Extracted data entries.
+ + + + +
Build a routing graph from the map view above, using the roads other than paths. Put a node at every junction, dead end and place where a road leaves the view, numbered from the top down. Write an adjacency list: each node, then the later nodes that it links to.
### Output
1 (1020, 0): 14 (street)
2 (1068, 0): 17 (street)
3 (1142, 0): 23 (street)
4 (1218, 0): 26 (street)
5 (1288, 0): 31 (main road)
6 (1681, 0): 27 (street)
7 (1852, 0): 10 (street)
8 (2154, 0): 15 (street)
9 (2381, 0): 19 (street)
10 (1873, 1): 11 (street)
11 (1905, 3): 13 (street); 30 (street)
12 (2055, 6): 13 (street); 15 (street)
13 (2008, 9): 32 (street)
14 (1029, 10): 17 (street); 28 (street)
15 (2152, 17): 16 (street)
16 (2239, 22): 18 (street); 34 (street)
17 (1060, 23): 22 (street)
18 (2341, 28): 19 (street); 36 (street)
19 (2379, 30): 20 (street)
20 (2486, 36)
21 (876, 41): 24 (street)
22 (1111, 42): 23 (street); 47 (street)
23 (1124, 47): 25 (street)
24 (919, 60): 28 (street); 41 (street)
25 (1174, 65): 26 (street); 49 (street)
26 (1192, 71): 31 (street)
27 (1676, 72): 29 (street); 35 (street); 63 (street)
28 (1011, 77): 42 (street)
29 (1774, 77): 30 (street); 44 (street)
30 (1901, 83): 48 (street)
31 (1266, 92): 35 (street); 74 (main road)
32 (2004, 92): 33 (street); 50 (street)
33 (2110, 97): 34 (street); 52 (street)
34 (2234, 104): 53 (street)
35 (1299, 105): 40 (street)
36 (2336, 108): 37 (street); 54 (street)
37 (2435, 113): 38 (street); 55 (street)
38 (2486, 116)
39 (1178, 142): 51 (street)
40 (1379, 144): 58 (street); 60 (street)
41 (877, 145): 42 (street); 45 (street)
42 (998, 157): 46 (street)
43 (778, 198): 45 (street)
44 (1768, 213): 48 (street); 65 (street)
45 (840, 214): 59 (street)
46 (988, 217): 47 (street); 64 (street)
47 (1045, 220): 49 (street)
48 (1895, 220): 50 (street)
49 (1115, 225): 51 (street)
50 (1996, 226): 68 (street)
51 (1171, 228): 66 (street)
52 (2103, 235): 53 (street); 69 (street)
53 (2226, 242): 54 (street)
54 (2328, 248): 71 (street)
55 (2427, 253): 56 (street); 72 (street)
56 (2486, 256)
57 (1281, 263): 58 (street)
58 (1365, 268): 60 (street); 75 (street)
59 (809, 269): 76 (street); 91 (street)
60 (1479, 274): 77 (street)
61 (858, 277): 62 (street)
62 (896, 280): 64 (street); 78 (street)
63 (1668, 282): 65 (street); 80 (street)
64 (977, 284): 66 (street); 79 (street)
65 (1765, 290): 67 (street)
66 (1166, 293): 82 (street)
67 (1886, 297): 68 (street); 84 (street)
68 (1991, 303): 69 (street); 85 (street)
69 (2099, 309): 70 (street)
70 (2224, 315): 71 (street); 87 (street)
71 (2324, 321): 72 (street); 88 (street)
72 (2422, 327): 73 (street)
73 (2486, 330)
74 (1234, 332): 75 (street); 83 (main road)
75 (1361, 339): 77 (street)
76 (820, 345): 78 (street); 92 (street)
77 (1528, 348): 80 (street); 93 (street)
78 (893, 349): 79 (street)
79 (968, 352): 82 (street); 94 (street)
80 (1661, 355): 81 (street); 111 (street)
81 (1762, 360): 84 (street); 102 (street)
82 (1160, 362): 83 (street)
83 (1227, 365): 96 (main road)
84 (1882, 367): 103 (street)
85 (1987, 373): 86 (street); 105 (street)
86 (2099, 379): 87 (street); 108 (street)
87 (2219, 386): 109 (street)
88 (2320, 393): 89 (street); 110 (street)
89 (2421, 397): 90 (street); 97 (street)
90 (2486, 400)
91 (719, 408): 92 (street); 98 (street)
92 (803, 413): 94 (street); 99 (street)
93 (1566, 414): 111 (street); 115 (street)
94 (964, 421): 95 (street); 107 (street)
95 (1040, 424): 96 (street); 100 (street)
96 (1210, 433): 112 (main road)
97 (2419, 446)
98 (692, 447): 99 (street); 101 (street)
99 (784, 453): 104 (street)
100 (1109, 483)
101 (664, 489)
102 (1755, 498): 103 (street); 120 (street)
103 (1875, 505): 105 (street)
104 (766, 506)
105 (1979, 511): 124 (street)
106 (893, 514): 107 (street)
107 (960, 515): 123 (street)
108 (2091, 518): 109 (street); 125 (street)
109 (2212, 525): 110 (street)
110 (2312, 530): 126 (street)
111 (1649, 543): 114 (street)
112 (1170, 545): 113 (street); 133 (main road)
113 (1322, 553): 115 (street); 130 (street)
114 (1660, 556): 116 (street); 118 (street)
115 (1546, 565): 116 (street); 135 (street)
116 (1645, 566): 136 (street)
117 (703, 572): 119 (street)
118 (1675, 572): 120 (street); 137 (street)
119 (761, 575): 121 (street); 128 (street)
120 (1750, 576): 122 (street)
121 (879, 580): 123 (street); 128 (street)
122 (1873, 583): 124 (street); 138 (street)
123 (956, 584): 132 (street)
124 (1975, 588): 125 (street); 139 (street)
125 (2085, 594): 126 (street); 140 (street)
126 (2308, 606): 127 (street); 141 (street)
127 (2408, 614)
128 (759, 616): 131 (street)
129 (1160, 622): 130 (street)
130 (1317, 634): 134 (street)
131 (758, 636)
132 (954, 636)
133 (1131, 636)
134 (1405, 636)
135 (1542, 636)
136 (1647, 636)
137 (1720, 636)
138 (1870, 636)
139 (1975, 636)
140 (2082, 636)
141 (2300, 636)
+ + + + +
What the task requires. Extract all of the data above without altering anything.

Task answer.
Build a routing graph from the map view above, using the roads other than paths. Put a node at every junction, dead end and place where a road leaves the view, numbered from the top down. Write an adjacency list: each node, then the later nodes that it links to.
### Output
1 (1020, 0): 14 (street)
2 (1068, 0): 17 (street)
3 (1142, 0): 23 (street)
4 (1218, 0): 26 (street)
5 (1288, 0): 31 (main road)
6 (1681, 0): 27 (street)
7 (1852, 0): 10 (street)
8 (2154, 0): 15 (street)
9 (2381, 0): 19 (street)
10 (1873, 1): 11 (street)
11 (1905, 3): 13 (street); 30 (street)
12 (2055, 6): 13 (street); 15 (street)
13 (2008, 9): 32 (street)
14 (1029, 10): 17 (street); 28 (street)
15 (2152, 17): 16 (street)
16 (2239, 22): 18 (street); 34 (street)
17 (1060, 23): 22 (street)
18 (2341, 28): 19 (street); 36 (street)
19 (2379, 30): 20 (street)
20 (2486, 36)
21 (876, 41): 24 (street)
22 (1111, 42): 23 (street); 47 (street)
23 (1124, 47): 25 (street)
24 (919, 60): 28 (street); 41 (street)
25 (1174, 65): 26 (street); 49 (street)
26 (1192, 71): 31 (street)
27 (1676, 72): 29 (street); 35 (street); 63 (street)
28 (1011, 77): 42 (street)
29 (1774, 77): 30 (street); 44 (street)
30 (1901, 83): 48 (street)
31 (1266, 92): 35 (street); 74 (main road)
32 (2004, 92): 33 (street); 50 (street)
33 (2110, 97): 34 (street); 52 (street)
34 (2234, 104): 53 (street)
35 (1299, 105): 40 (street)
36 (2336, 108): 37 (street); 54 (street)
37 (2435, 113): 38 (street); 55 (street)
38 (2486, 116)
39 (1178, 142): 51 (street)
40 (1379, 144): 58 (street); 60 (street)
41 (877, 145): 42 (street); 45 (street)
42 (998, 157): 46 (street)
43 (778, 198): 45 (street)
44 (1768, 213): 48 (street); 65 (street)
45 (840, 214): 59 (street)
46 (988, 217): 47 (street); 64 (street)
47 (1045, 220): 49 (street)
48 (1895, 220): 50 (street)
49 (1115, 225): 51 (street)
50 (1996, 226): 68 (street)
51 (1171, 228): 66 (street)
52 (2103, 235): 53 (street); 69 (street)
53 (2226, 242): 54 (street)
54 (2328, 248): 71 (street)
55 (2427, 253): 56 (street); 72 (street)
56 (2486, 256)
57 (1281, 263): 58 (street)
58 (1365, 268): 60 (street); 75 (street)
59 (809, 269): 76 (street); 91 (street)
60 (1479, 274): 77 (street)
61 (858, 277): 62 (street)
62 (896, 280): 64 (street); 78 (street)
63 (1668, 282): 65 (street); 80 (street)
64 (977, 284): 66 (street); 79 (street)
65 (1765, 290): 67 (street)
66 (1166, 293): 82 (street)
67 (1886, 297): 68 (street); 84 (street)
68 (1991, 303): 69 (street); 85 (street)
69 (2099, 309): 70 (street)
70 (2224, 315): 71 (street); 87 (street)
71 (2324, 321): 72 (street); 88 (street)
72 (2422, 327): 73 (street)
73 (2486, 330)
74 (1234, 332): 75 (street); 83 (main road)
75 (1361, 339): 77 (street)
76 (820, 345): 78 (street); 92 (street)
77 (1528, 348): 80 (street); 93 (street)
78 (893, 349): 79 (street)
79 (968, 352): 82 (street); 94 (street)
80 (1661, 355): 81 (street); 111 (street)
81 (1762, 360): 84 (street); 102 (street)
82 (1160, 362): 83 (street)
83 (1227, 365): 96 (main road)
84 (1882, 367): 103 (street)
85 (1987, 373): 86 (street); 105 (street)
86 (2099, 379): 87 (street); 108 (street)
87 (2219, 386): 109 (street)
88 (2320, 393): 89 (street); 110 (street)
89 (2421, 397): 90 (street); 97 (street)
90 (2486, 400)
91 (719, 408): 92 (street); 98 (street)
92 (803, 413): 94 (street); 99 (street)
93 (1566, 414): 111 (street); 115 (street)
94 (964, 421): 95 (street); 107 (street)
95 (1040, 424): 96 (street); 100 (street)
96 (1210, 433): 112 (main road)
97 (2419, 446)
98 (692, 447): 99 (street); 101 (street)
99 (784, 453): 104 (street)
100 (1109, 483)
101 (664, 489)
102 (1755, 498): 103 (street); 120 (street)
103 (1875, 505): 105 (street)
104 (766, 506)
105 (1979, 511): 124 (street)
106 (893, 514): 107 (street)
107 (960, 515): 123 (street)
108 (2091, 518): 109 (street); 125 (street)
109 (2212, 525): 110 (street)
110 (2312, 530): 126 (street)
111 (1649, 543): 114 (street)
112 (1170, 545): 113 (street); 133 (main road)
113 (1322, 553): 115 (street); 130 (street)
114 (1660, 556): 116 (street); 118 (street)
115 (1546, 565): 116 (street); 135 (street)
116 (1645, 566): 136 (street)
117 (703, 572): 119 (street)
118 (1675, 572): 120 (street); 137 (street)
119 (761, 575): 121 (street); 128 (street)
120 (1750, 576): 122 (street)
121 (879, 580): 123 (street); 128 (street)
122 (1873, 583): 124 (street); 138 (street)
123 (956, 584): 132 (street)
124 (1975, 588): 125 (street); 139 (street)
125 (2085, 594): 126 (street); 140 (street)
126 (2308, 606): 127 (street); 141 (street)
127 (2408, 614)
128 (759, 616): 131 (street)
129 (1160, 622): 130 (street)
130 (1317, 634): 134 (street)
131 (758, 636)
132 (954, 636)
133 (1131, 636)
134 (1405, 636)
135 (1542, 636)
136 (1647, 636)
137 (1720, 636)
138 (1870, 636)
139 (1975, 636)
140 (2082, 636)
141 (2300, 636)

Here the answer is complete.